随着多媒体技术和网络技术的飞速发展,数字视频的获取和传播变得越来越容易,已经逐渐成为人类信息传播的主要载体之一。在视频信息高度膨胀的今天,随之而来的问题就是对海量视频的高效检索和浏览。传统的视频检索通过对视频以手工的方法添加文字标识符的方式进行检索,这种检索方式工作量巨大、效率很低,而且受主观因素的影响,因此不能满足实际使用的需要。基于内容的视频检索技术借助计算机对视频进行从低层到高层的处理、分析和理解的过程获取其内容并根据内容进行检索,克服了传统的基于文本检索方式的不足,已成为多媒体信息检索领域的研究热点。
     本文首先分析总结了视频检索技术的理论框架和研究现状,然后对该领域中的视频镜头分割、关键帧提取、镜头聚类等关键技术进行了深入的研究和探索。视频镜头分割是进行视频处理的第一步,本文在总结现有镜头分割方法的基础上,研究了基于互信息量的视频镜头分割方法。设计并实现了一种基于双滑动窗口的镜头切变检测算法,算法通过计算视频帧间的互信息量作为衡量两帧相似度的依据,采用双滑动窗口方法找出相邻帧间互信息量的局部极值用于确定切变镜头的边界。针对运动和闪光对镜头检测的干扰,提出了一种基于图像分块的互信息量镜头切变检测算法,算法以互信息量作为评价帧间差异的准则,通过把帧图像分块,然后分别计算相邻两帧对应子图像块之间的互信息量,再进行反比例变换后累加,利用自适应阈值方法找出帧间差的局部极值,从而找出切变镜头的边界。研究并实现了一种基于互信息量的镜头渐变检测算法,算法利用不同帧间距的非相邻帧间互信息量差值检测渐变镜头边界。实验结果表明,本文所提出的视频镜头分割方法指标明确、算法简单,对切变和渐变达到了较高的查全率和准确率。
     视频关键帧的提取是基于内容的视频检索技术的关键步骤之一,本文首先研究了关键帧提取技术的原理和主要方法,然后将互信息量引入关键帧提取中,提出了一种基于互信息量的关键帧提取算法,算法针对镜头内互信息量的变化,通过计算帧间差的标准差来判断镜头内连续帧的相似性,并对相似性较高的连续帧提取一帧作为关键帧。实验结果表明,使用本文算法提取的关键帧可以准确地反映镜头内容,较好地得到了真正意义上的关键帧。
     镜头聚类作为一种从视频内容低层特征到高级抽象的桥梁,在基于内容的视频检索系统中起着很关键的作用。本文首先研究了聚类分析的原则和特点,并简单分析了该领域存在的主要算法,然后提出了一种基于关键帧颜色特征的视频镜头聚类算法,算法将关键帧的颜色特征作为聚类依据,运用改进的K均值聚类算法对镜头进行聚类,并对聚类结果进行优化。实验结果表明,本文所提出的算法具有较高的准确率和效率,增加了聚类结果的稳定性,达到了令人满意的效果。
With the rapid development of the multimedia technology and network technology, the access and dissemination of digital video has became more easily.The video has became one of the main carrier of information dissemination.
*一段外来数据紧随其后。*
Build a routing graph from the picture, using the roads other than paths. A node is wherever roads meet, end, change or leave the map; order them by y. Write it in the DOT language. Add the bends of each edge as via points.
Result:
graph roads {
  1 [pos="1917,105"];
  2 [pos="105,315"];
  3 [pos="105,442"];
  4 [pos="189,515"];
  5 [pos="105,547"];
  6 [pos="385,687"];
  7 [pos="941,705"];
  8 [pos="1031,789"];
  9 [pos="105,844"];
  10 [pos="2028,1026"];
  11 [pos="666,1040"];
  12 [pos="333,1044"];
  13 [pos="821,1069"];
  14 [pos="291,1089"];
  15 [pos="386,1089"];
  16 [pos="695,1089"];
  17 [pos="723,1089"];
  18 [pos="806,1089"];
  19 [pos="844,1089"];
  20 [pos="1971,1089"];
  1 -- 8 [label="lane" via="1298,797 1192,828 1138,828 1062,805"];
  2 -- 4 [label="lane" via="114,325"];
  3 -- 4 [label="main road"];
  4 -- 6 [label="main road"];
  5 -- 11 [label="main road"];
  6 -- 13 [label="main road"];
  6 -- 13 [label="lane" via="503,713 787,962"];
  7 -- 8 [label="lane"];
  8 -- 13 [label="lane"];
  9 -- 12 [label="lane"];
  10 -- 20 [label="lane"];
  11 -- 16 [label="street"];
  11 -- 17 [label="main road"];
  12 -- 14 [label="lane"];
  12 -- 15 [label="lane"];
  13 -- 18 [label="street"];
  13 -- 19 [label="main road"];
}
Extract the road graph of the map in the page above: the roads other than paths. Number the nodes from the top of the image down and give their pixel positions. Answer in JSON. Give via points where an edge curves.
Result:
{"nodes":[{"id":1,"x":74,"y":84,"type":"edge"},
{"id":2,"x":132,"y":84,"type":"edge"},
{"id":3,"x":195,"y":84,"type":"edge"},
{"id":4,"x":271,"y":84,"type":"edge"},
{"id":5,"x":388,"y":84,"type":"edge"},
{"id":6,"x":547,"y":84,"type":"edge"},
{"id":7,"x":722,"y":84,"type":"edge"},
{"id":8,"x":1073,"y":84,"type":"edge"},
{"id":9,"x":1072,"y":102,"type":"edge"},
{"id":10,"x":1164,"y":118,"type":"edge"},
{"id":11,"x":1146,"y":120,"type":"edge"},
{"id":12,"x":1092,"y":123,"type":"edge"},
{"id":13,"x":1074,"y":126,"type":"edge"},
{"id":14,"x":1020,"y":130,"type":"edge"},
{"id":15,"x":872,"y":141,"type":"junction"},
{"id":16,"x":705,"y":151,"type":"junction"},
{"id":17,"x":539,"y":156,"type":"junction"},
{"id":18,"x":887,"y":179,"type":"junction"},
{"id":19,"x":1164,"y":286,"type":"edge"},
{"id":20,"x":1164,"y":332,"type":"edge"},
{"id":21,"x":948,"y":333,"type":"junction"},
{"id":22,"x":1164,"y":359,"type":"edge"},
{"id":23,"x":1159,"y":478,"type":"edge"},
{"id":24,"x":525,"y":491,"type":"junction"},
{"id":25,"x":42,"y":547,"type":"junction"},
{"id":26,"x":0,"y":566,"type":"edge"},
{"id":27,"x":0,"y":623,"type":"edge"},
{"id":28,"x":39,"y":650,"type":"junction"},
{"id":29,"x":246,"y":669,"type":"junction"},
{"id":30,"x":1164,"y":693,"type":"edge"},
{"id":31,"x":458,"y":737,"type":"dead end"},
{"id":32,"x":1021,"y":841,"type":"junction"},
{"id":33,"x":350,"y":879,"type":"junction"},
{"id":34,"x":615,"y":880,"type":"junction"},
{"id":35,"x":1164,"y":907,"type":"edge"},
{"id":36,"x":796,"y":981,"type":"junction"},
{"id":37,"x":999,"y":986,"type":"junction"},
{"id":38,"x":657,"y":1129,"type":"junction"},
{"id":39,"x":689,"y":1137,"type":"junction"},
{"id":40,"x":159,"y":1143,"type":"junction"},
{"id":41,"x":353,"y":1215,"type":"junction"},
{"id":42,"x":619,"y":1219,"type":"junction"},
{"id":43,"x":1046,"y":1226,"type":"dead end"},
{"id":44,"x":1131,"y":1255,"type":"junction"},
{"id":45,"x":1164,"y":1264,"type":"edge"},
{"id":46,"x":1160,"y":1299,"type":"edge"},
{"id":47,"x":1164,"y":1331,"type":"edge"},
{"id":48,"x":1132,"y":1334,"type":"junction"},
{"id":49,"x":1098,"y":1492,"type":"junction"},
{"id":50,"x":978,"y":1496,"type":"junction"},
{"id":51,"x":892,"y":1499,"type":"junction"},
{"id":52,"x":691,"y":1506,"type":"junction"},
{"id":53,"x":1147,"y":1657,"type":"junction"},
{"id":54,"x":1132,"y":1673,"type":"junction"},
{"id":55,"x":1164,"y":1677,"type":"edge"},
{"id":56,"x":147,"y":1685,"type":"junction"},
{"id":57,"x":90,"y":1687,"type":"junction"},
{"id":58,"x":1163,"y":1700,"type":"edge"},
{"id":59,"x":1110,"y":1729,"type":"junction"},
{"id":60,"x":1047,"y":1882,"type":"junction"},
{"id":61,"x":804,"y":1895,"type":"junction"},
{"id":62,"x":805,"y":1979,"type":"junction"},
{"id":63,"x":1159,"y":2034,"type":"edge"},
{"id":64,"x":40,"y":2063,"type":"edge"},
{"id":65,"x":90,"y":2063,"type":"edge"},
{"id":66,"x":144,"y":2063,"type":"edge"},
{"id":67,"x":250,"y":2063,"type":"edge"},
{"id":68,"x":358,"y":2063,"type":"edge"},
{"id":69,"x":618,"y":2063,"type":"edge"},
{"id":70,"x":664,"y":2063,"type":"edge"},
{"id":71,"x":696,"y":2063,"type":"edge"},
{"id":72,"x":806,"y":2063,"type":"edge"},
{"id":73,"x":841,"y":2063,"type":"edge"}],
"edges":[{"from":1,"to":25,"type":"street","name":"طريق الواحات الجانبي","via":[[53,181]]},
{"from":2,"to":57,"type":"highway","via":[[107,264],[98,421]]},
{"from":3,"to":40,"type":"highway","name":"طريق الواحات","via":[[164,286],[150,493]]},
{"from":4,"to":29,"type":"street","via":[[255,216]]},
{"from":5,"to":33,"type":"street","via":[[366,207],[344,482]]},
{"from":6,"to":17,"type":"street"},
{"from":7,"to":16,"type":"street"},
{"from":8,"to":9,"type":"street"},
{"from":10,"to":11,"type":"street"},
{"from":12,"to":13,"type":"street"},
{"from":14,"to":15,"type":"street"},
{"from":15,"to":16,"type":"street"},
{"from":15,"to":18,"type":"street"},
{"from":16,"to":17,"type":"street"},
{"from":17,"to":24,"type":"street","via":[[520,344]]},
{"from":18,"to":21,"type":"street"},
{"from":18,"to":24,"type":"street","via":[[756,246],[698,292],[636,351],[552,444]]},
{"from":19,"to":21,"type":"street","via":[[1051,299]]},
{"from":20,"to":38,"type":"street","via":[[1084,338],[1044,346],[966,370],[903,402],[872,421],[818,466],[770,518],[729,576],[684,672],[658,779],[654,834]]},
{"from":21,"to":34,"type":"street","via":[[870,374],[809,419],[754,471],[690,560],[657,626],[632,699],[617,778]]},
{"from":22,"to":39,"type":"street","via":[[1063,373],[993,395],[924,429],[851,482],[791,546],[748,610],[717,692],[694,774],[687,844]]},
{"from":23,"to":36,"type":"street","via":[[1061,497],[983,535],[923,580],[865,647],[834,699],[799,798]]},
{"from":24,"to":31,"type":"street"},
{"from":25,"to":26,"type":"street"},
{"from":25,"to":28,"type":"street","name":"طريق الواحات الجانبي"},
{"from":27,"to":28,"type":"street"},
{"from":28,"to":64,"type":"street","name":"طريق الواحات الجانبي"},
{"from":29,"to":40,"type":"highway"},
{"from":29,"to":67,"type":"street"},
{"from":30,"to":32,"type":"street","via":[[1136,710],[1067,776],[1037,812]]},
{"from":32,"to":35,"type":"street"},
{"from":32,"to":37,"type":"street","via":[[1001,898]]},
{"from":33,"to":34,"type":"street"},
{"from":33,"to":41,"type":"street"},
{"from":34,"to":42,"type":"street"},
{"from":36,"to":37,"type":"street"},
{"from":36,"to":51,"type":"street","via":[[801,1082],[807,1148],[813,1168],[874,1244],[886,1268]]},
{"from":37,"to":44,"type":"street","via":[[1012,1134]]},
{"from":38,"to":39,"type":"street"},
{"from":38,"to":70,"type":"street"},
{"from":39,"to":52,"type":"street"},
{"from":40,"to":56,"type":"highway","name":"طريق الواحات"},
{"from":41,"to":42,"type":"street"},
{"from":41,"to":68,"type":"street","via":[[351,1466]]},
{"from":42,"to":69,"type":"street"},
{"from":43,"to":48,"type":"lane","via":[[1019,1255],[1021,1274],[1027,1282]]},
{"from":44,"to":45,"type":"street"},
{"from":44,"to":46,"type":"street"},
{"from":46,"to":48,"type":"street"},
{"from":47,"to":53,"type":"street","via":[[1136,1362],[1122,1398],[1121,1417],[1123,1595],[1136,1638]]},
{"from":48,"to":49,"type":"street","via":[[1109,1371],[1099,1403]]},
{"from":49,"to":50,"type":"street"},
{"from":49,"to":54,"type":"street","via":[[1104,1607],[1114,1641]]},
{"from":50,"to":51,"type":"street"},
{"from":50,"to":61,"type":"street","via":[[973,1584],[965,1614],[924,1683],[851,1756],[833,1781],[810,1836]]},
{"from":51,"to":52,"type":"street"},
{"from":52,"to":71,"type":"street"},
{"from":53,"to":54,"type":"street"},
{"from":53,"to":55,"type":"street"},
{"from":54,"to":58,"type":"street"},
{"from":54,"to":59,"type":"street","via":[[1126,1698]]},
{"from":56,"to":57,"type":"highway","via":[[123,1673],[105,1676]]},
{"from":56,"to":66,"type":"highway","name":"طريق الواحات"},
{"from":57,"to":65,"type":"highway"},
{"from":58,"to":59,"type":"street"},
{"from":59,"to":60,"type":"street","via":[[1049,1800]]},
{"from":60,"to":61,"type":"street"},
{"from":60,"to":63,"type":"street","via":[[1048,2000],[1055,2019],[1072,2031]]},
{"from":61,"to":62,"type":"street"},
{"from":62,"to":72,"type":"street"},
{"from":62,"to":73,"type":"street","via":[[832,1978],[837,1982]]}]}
In the days of highly inflated video information, the attendant problem is efficient retrieval and browsing to the massive video. The traditional way of video retrieval searches in the way that adds the text identifier using manual methods. The workload of this method is large and the efficiency is low. Also the performance of this methods is affected by the subjective factor, so it can't meet the actual needs.The Content-Based Video Retrieval which get the content of the video employing the method of processing, analysis and understanding to the video from low to high-level by computer and searches video accordance with it has became one of hot issue in the field of multimedia information retrieval.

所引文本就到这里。